## Saved entries

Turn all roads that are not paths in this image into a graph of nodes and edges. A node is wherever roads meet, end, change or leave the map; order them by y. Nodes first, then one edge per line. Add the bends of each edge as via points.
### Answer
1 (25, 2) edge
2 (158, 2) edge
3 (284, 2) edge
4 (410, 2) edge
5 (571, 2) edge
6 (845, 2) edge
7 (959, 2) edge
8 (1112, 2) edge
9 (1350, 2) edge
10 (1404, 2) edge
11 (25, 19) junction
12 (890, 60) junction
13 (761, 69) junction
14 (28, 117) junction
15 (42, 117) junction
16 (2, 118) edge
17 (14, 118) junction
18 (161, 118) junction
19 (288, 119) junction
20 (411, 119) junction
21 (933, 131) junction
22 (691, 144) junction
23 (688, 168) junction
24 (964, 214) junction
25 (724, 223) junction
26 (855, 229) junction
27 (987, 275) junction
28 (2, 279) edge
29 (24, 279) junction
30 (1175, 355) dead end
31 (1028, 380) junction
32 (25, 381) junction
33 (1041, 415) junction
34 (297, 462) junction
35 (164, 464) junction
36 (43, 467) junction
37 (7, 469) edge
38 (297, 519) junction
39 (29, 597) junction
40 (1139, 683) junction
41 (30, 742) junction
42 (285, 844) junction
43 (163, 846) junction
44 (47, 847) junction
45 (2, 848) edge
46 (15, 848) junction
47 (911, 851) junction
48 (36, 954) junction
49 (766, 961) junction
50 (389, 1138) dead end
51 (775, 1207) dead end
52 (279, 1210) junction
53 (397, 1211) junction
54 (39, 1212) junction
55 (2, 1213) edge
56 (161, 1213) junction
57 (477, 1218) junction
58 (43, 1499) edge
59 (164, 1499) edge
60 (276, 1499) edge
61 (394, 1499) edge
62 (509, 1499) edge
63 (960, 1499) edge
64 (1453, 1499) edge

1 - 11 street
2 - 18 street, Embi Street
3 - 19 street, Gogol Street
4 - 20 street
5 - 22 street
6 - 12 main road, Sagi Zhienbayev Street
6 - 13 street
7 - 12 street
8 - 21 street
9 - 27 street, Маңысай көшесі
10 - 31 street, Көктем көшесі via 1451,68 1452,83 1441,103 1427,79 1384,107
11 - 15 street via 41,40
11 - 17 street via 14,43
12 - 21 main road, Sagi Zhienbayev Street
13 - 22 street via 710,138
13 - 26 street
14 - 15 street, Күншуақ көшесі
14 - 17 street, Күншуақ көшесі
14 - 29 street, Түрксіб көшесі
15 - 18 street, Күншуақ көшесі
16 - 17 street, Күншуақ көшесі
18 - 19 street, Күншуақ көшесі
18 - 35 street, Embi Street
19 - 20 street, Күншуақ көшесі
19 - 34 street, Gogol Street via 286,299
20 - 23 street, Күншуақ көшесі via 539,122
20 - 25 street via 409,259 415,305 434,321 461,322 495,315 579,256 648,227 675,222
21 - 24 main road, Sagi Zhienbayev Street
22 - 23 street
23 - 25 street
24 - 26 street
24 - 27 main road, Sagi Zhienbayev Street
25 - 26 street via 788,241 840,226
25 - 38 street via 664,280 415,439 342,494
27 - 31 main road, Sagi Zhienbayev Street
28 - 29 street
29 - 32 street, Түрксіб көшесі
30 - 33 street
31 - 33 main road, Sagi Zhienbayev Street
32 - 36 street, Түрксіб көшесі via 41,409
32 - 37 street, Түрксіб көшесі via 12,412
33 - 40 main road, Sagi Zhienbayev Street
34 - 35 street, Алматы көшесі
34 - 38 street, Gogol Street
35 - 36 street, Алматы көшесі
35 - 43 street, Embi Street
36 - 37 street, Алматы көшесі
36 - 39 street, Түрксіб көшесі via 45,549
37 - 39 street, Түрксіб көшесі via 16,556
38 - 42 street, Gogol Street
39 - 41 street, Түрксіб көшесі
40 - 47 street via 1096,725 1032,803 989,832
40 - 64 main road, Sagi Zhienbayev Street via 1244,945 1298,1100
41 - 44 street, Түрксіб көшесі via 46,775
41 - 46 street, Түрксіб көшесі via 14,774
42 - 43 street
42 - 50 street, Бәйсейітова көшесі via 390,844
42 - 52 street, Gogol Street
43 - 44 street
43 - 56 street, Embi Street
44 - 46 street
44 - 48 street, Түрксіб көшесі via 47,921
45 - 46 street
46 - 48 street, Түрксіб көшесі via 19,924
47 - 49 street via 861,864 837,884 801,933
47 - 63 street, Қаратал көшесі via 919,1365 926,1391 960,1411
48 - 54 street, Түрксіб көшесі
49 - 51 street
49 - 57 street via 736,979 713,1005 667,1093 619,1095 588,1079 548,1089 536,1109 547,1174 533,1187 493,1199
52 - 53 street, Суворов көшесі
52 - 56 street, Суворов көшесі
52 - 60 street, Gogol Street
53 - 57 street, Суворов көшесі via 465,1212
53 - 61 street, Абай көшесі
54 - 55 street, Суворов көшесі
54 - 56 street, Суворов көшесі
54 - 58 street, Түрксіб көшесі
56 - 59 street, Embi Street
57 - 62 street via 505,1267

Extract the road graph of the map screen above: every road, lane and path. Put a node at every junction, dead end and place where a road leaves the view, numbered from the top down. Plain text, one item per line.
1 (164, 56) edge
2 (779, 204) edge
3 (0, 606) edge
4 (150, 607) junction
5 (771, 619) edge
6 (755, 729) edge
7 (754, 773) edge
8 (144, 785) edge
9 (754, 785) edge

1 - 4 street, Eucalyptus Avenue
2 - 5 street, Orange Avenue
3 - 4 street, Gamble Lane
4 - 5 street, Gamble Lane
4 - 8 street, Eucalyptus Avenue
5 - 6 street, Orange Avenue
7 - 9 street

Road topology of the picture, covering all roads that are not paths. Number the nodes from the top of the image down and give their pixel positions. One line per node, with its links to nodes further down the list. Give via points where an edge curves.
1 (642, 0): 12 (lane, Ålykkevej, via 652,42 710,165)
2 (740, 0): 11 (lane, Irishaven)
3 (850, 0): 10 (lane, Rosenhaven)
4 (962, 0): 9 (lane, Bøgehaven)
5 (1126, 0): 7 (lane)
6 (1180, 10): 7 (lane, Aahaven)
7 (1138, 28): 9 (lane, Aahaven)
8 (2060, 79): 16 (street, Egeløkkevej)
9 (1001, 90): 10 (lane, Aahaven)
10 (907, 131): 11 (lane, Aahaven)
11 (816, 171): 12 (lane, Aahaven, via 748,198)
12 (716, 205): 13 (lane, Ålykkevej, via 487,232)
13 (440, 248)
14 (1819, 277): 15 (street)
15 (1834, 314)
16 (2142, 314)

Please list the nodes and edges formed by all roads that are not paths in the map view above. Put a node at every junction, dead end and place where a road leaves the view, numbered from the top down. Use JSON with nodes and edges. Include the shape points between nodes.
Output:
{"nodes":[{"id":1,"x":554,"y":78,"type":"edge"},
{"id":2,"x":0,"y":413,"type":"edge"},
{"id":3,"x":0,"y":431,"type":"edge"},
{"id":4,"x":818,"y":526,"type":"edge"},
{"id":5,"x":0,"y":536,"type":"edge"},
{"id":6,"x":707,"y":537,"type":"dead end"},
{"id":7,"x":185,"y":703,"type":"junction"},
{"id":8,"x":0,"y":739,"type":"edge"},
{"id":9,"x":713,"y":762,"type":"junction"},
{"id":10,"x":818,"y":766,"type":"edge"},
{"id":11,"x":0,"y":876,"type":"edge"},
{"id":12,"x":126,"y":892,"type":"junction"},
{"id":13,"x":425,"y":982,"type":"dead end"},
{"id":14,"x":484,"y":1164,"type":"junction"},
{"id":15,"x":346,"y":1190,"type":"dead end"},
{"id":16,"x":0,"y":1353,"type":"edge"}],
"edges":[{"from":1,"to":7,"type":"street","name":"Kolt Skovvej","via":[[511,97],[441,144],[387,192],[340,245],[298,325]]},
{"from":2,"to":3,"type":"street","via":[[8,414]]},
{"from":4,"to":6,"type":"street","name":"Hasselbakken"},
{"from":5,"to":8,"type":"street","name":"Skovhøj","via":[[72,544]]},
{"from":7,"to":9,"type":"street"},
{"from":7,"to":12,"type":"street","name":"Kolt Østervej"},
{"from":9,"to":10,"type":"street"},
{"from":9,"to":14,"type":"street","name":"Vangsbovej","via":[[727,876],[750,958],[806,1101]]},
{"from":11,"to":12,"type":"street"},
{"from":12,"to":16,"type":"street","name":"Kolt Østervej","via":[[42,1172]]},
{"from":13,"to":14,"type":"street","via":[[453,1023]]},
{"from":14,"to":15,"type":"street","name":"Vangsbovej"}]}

## Your objective
Each line of the data that includes "Eucalyptus" should be copied.

## Output for this task
1 - 4 street, Eucalyptus Avenue
4 - 8 street, Eucalyptus Avenue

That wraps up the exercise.